Segment Start: Data

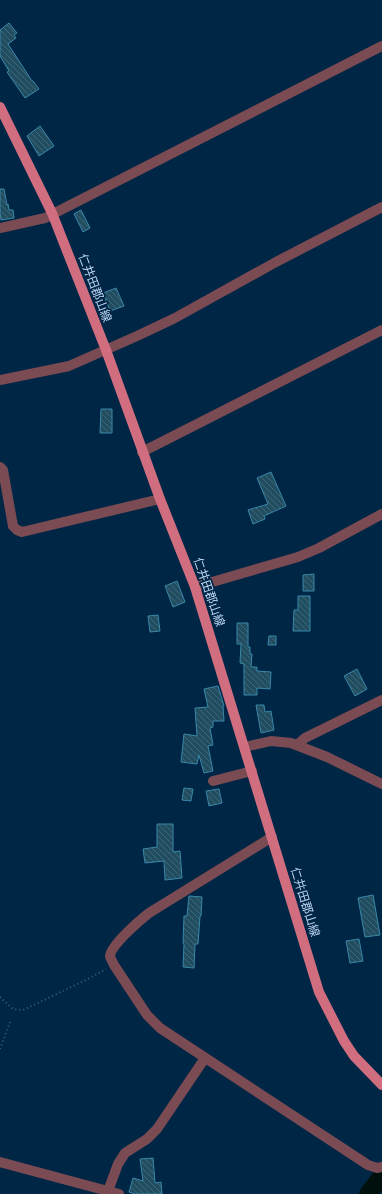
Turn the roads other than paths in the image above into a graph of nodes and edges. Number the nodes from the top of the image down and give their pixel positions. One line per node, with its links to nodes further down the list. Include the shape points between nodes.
1 (382, 46): 4 (street)
2 (0, 107): 4 (main road, 仁井田郡山線)
3 (382, 208): 7 (street, via 175,318)
4 (52, 213): 5 (street, via 45,218); 7 (main road, 仁井田郡山線)
5 (0, 228)
6 (382, 330): 9 (street)
7 (106, 350): 8 (street, via 69,366); 9 (main road, 仁井田郡山線)
8 (0, 380)
9 (142, 452): 11 (main road, 仁井田郡山線)
10 (0, 467): 11 (street, via 3,470 13,526 22,532)
11 (160, 500): 13 (main road, 仁井田郡山線)
12 (382, 514): 13 (street, via 298,557)
13 (195, 587): 16 (main road, 仁井田郡山線)
14 (382, 700): 15 (street, via 305,738)
15 (297, 745): 16 (street, via 276,741); 19 (street)
16 (245, 747): 17 (main road, 仁井田郡山線)
17 (252, 771): 18 (street); 20 (main road, 仁井田郡山線)
18 (213, 781)
19 (382, 784)
20 (272, 837): 21 (street, via 149,913 128,932 110,955 114,965 153,1022); 22 (main road, 仁井田郡山線, via 319,992 354,1056)
21 (205, 1058): 24 (street, via 368,1165); 25 (street, via 157,1129 121,1158)
22 (382, 1085)
23 (0, 1162): 25 (street)
24 (382, 1167)
25 (108, 1191): 26 (street)
26 (119, 1194)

Segment End: Data

Exercise
Where the material contains pictures, leave them out and copy the rest verbatim.

Exercise solution
Turn the roads other than paths in the image above into a graph of nodes and edges. Number the nodes from the top of the image down and give their pixel positions. One line per node, with its links to nodes further down the list. Include the shape points between nodes.
1 (382, 46): 4 (street)
2 (0, 107): 4 (main road, 仁井田郡山線)
3 (382, 208): 7 (street, via 175,318)
4 (52, 213): 5 (street, via 45,218); 7 (main road, 仁井田郡山線)
5 (0, 228)
6 (382, 330): 9 (street)
7 (106, 350): 8 (street, via 69,366); 9 (main road, 仁井田郡山線)
8 (0, 380)
9 (142, 452): 11 (main road, 仁井田郡山線)
10 (0, 467): 11 (street, via 3,470 13,526 22,532)
11 (160, 500): 13 (main road, 仁井田郡山線)
12 (382, 514): 13 (street, via 298,557)
13 (195, 587): 16 (main road, 仁井田郡山線)
14 (382, 700): 15 (street, via 305,738)
15 (297, 745): 16 (street, via 276,741); 19 (street)
16 (245, 747): 17 (main road, 仁井田郡山線)
17 (252, 771): 18 (street); 20 (main road, 仁井田郡山線)
18 (213, 781)
19 (382, 784)
20 (272, 837): 21 (street, via 149,913 128,932 110,955 114,965 153,1022); 22 (main road, 仁井田郡山線, via 319,992 354,1056)
21 (205, 1058): 24 (street, via 368,1165); 25 (street, via 157,1129 121,1158)
22 (382, 1085)
23 (0, 1162): 25 (street)
24 (382, 1167)
25 (108, 1191): 26 (street)
26 (119, 1194)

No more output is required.